Stored items:
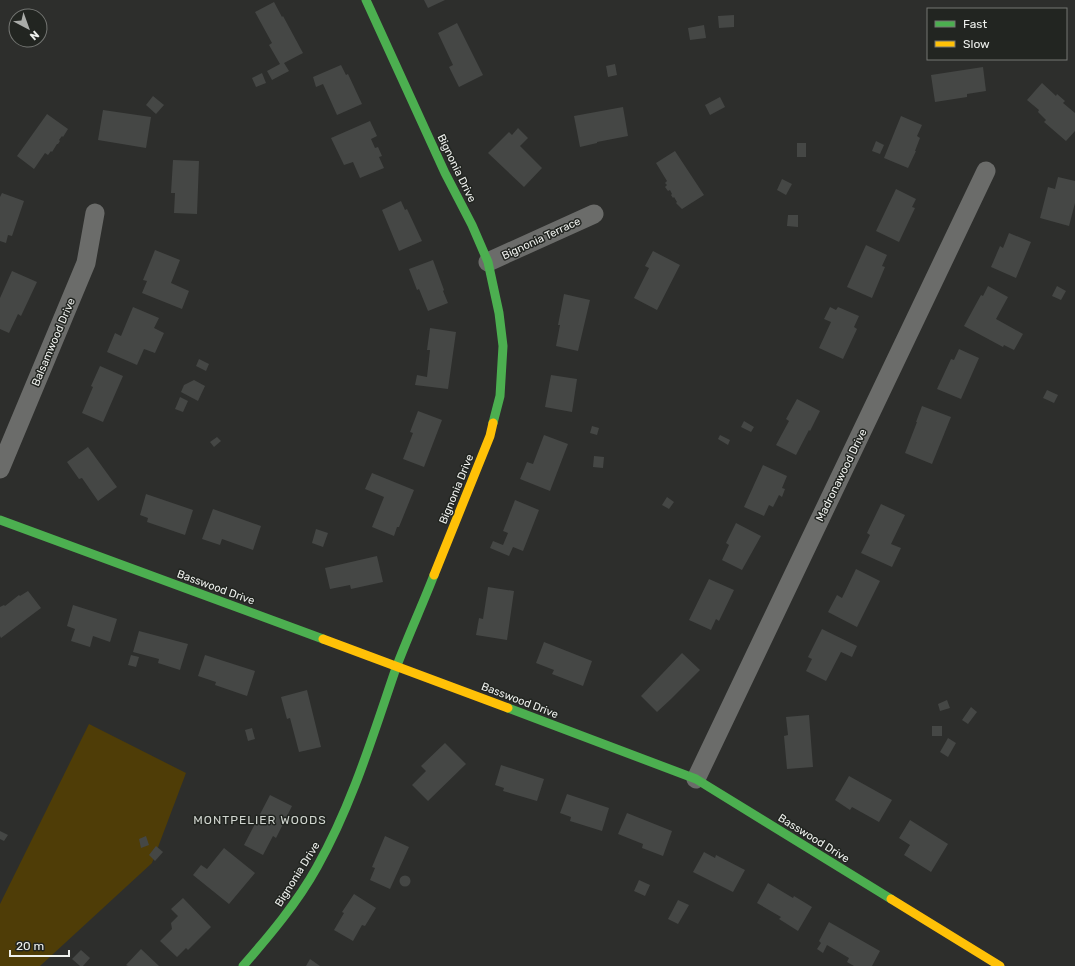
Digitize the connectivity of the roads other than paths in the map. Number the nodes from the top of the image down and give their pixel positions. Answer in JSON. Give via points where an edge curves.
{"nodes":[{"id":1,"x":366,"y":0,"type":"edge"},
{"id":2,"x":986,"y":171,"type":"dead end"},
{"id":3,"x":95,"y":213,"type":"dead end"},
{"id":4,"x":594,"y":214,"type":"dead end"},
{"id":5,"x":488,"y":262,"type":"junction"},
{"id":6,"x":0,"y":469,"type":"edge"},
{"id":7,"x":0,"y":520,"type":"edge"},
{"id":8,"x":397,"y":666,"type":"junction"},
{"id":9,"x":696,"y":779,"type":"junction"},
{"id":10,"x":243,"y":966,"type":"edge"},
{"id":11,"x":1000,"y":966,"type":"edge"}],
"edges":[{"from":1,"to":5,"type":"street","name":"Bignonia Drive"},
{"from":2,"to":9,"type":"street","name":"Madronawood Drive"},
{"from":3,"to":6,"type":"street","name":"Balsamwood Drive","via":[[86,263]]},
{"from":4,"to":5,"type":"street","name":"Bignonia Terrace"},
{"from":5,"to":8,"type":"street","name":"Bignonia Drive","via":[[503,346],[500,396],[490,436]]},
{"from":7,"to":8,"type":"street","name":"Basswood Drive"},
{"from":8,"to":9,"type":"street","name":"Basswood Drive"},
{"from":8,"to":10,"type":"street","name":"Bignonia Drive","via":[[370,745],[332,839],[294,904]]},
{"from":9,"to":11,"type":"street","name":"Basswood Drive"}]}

---

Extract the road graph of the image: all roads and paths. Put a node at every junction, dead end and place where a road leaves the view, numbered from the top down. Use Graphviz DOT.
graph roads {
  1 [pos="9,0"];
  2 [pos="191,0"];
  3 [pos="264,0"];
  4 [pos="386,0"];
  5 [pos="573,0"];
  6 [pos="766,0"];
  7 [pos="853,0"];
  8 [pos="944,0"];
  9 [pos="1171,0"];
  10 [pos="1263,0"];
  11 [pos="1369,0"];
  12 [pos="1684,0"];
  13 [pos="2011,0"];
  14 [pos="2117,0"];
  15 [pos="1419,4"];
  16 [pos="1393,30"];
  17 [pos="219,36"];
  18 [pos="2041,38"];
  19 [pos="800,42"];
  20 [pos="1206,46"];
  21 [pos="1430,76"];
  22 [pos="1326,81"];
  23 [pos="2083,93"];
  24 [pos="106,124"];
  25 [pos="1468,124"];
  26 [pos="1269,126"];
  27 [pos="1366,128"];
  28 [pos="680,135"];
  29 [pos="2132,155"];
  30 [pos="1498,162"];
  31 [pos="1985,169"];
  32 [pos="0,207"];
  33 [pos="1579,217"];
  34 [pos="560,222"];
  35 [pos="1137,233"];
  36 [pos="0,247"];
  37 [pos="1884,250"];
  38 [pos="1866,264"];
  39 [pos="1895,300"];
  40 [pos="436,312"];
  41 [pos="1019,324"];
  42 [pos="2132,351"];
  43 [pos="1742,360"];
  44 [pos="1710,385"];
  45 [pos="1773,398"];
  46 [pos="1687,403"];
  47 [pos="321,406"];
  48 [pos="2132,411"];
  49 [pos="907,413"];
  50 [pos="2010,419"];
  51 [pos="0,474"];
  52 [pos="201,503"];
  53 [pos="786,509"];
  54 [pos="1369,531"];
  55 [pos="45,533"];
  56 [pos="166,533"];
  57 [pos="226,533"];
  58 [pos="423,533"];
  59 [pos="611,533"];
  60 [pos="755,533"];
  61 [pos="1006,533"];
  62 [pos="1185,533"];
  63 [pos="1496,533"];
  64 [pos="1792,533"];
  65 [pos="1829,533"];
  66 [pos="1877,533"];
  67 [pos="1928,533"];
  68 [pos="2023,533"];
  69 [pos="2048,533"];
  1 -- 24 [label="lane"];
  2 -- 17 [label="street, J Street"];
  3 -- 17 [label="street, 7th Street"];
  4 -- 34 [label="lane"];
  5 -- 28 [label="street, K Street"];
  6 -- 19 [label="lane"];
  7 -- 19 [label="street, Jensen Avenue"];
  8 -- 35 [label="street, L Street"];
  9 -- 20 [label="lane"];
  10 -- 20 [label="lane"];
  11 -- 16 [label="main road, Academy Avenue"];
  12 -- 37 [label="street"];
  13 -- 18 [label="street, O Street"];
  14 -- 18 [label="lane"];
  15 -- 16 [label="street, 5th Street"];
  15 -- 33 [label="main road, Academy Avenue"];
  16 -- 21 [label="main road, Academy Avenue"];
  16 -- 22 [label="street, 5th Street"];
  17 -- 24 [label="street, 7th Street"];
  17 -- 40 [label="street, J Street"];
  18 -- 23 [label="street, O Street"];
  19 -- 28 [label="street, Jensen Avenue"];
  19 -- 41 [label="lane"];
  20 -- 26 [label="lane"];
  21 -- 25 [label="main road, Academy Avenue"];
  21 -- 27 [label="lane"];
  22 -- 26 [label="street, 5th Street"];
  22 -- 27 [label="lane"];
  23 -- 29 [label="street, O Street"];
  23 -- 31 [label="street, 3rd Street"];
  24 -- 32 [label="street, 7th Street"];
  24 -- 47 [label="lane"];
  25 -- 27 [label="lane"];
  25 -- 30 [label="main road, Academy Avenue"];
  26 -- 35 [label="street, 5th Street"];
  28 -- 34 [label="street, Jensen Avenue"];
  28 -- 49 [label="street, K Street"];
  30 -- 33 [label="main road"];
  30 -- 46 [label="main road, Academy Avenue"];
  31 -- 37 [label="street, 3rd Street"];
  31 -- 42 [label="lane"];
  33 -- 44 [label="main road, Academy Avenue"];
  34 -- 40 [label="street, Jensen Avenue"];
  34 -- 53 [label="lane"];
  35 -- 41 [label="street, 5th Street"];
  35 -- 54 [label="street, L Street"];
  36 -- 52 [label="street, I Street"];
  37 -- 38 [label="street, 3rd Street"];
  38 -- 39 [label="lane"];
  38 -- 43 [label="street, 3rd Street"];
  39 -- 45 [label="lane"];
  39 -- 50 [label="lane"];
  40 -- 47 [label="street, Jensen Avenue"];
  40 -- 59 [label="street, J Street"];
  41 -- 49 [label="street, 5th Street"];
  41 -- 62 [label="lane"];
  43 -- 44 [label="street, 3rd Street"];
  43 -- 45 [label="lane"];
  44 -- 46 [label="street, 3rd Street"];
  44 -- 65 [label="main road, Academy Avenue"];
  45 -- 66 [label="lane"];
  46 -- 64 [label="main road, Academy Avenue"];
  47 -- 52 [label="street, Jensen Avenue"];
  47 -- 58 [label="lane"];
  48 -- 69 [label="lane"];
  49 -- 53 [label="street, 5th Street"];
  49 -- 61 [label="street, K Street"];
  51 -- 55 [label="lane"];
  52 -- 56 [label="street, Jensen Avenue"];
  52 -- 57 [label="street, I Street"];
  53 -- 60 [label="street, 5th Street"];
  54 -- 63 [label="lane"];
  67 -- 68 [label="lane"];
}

● **What you will do**
What is needed is a copy of every line above in which "Jensen" appears.

● **Answer box**
  7 -- 19 [label="street, Jensen Avenue"];
  19 -- 28 [label="street, Jensen Avenue"];
  28 -- 34 [label="street, Jensen Avenue"];
  34 -- 40 [label="street, Jensen Avenue"];
  40 -- 47 [label="street, Jensen Avenue"];
  47 -- 52 [label="street, Jensen Avenue"];
  52 -- 56 [label="street, Jensen Avenue"];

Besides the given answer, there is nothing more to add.